For every line in the records below that holds "Kuarahy", make a copy.

━━━ The input

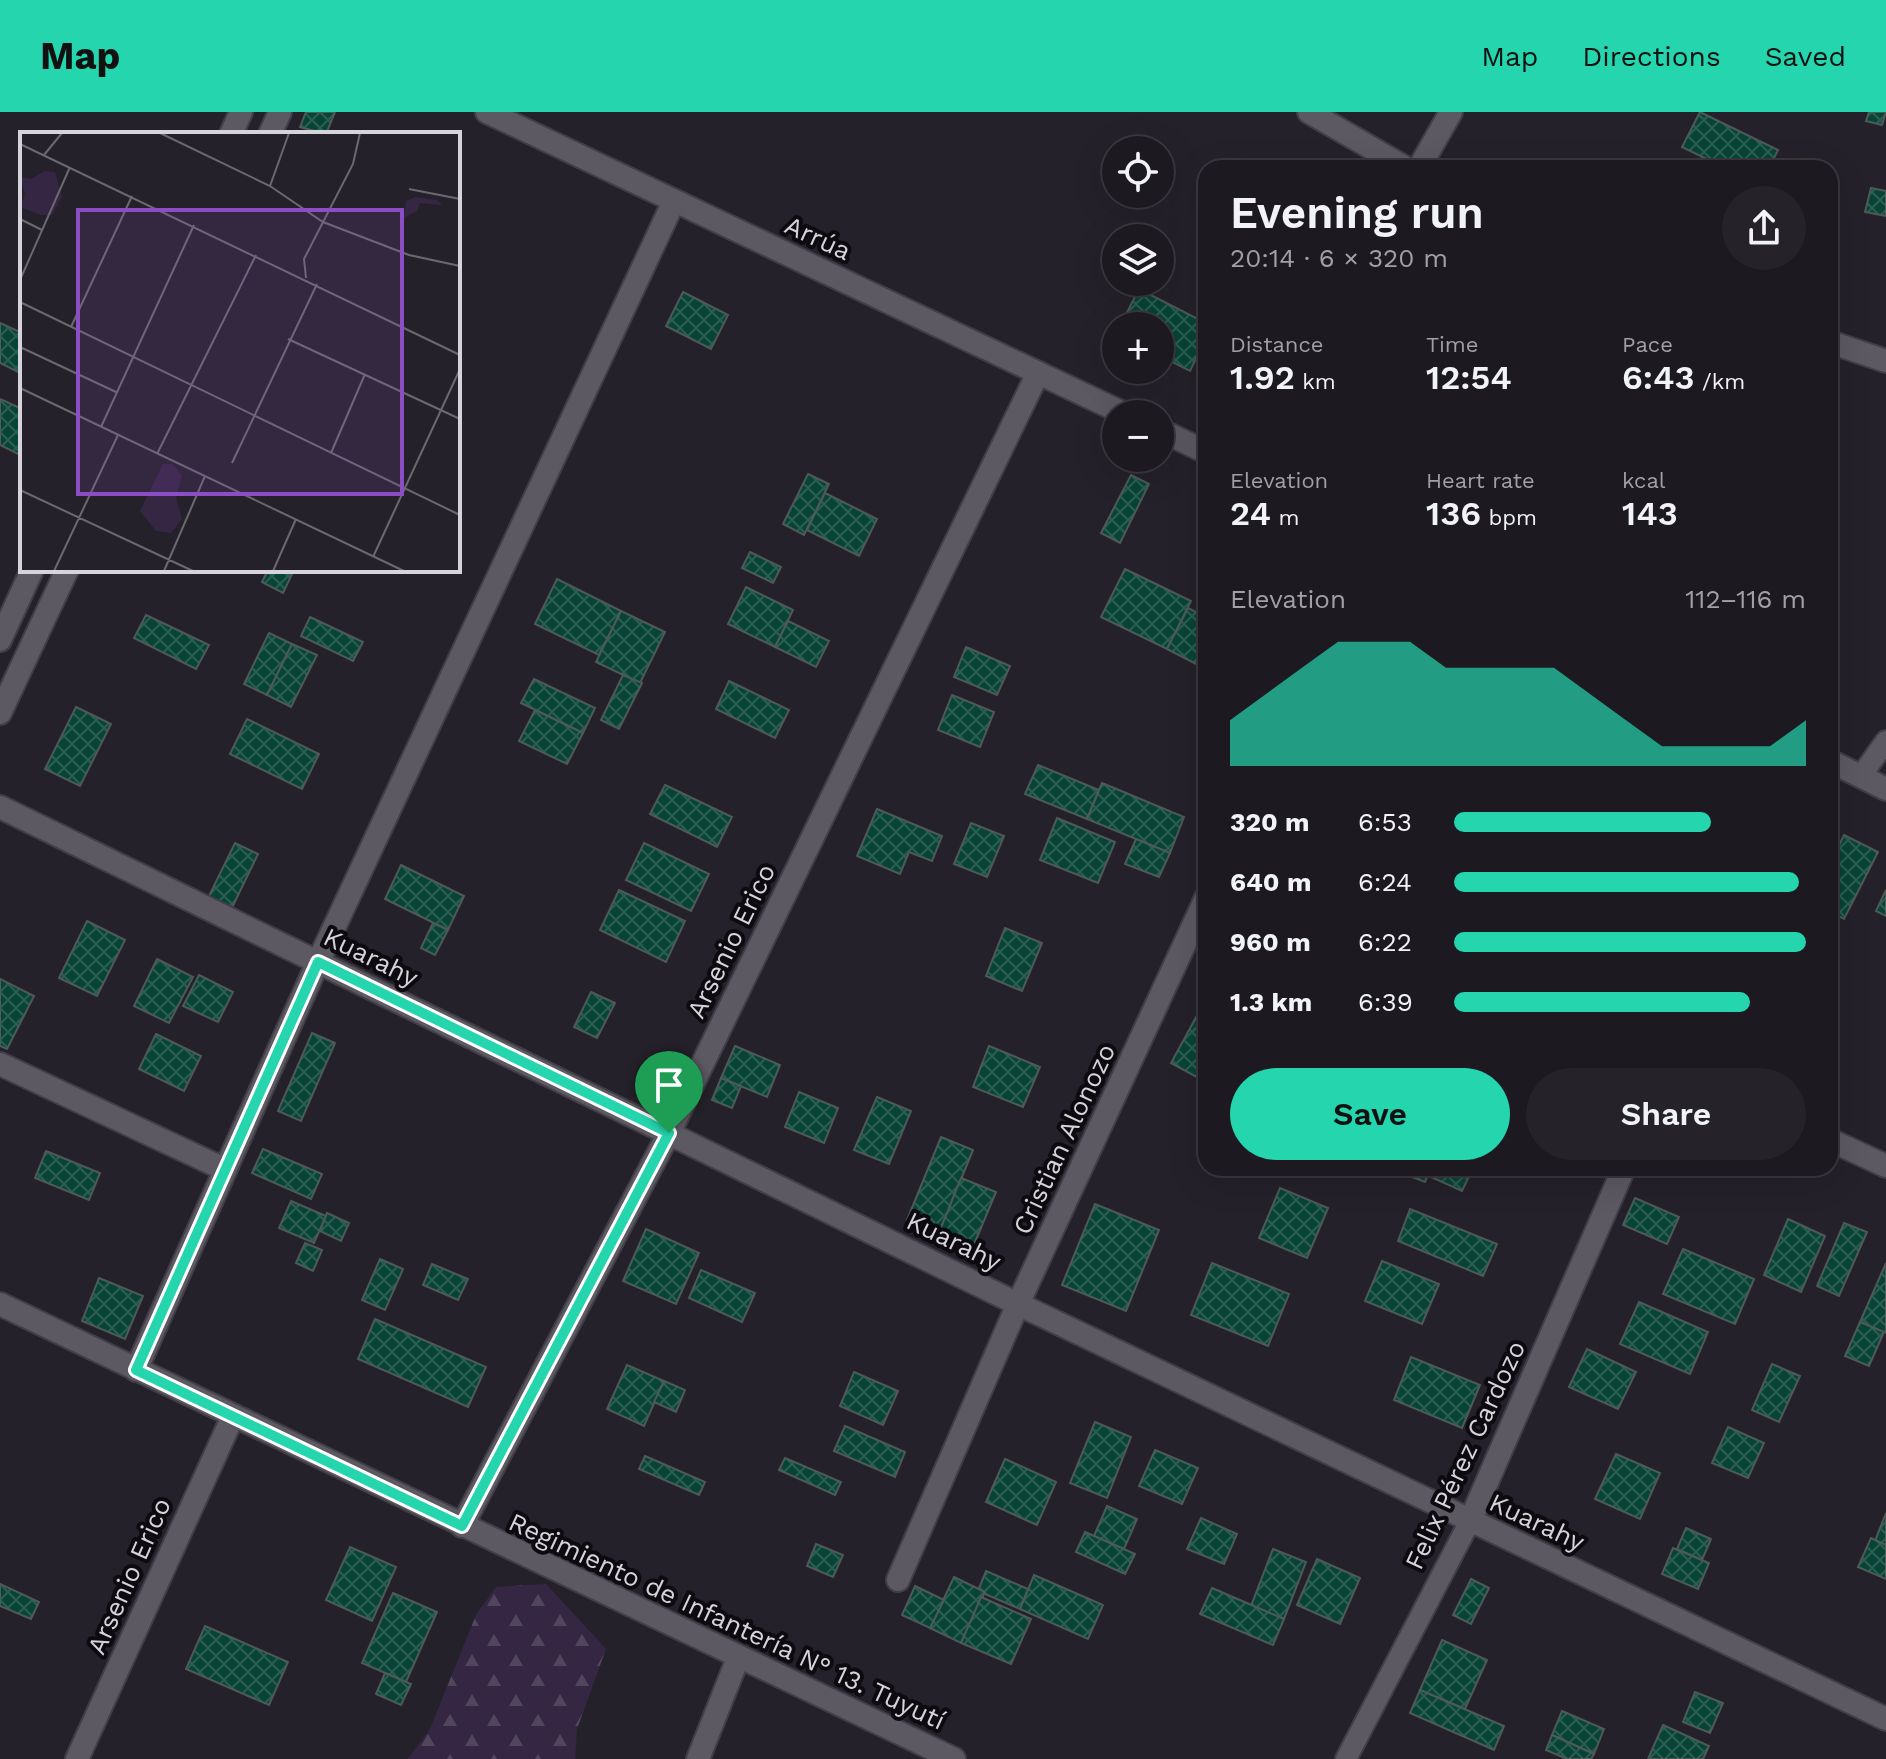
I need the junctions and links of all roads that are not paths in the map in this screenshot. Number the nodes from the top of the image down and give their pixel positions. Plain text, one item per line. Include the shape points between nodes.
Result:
1 (241, 112) edge
2 (280, 112) edge
3 (487, 112) edge
4 (1309, 112) edge
5 (1451, 112) edge
6 (232, 132) edge
7 (271, 132) edge
8 (1392, 160) edge
9 (1424, 160) edge
10 (674, 201) junction
11 (1838, 345) edge
12 (1886, 361) edge
13 (1038, 373) junction
14 (1102, 403) edge
15 (1174, 437) edge
16 (1198, 448) edge
17 (31, 572) edge
18 (66, 572) edge
19 (0, 640) edge
20 (0, 713) edge
21 (1886, 741) edge
22 (1838, 765) edge
23 (1861, 776) junction
24 (1886, 789) edge
25 (0, 807) edge
26 (1198, 915) edge
27 (318, 962) junction
28 (0, 1064) edge
29 (669, 1133) junction
30 (1838, 1144) edge
31 (1886, 1166) edge
32 (224, 1169) junction
33 (1621, 1176) edge
34 (0, 1304) edge
35 (1018, 1304) junction
36 (136, 1370) junction
37 (233, 1416) junction
38 (1470, 1521) junction
39 (462, 1526) junction
40 (898, 1580) dead end
41 (738, 1658) junction
42 (1886, 1719) edge
43 (77, 1759) edge
44 (698, 1759) edge
45 (954, 1759) edge
46 (1346, 1759) edge

1 - 6 street
2 - 7 street
3 - 10 street, Arrúa
4 - 8 street
5 - 9 street
10 - 13 street, Arrúa
10 - 27 street
11 - 12 street
13 - 14 street, Arrúa
13 - 29 street, Arsenio Erico
15 - 16 street
17 - 19 street
18 - 20 street
21 - 23 lane
22 - 23 street
23 - 24 street
25 - 27 street, Kuarahy
26 - 35 street, Cristian Alonozo
27 - 29 street, Kuarahy
27 - 32 street
28 - 32 street
29 - 35 street, Kuarahy
29 - 39 street, Arsenio Erico
30 - 31 street
32 - 36 street
33 - 38 street, Felix Pérez Cardozo
34 - 36 street, Regimiento de Infantería N° 13. Tuyutí
35 - 38 street, Kuarahy
35 - 40 street, Cristian Alonozo
36 - 37 street, Regimiento de Infantería N° 13. Tuyutí
37 - 39 street, Regimiento de Infantería N° 13. Tuyutí
37 - 43 street, Arsenio Erico
38 - 42 street, Kuarahy
38 - 46 lane, Felix Pérez Cardozo
39 - 41 street, Regimiento de Infantería N° 13. Tuyutí
41 - 44 street
41 - 45 street, Regimiento de Infantería N° 13. Tuyutí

━━━━━━

» Response box
25 - 27 street, Kuarahy
27 - 29 street, Kuarahy
29 - 35 street, Kuarahy
35 - 38 street, Kuarahy
38 - 42 street, Kuarahy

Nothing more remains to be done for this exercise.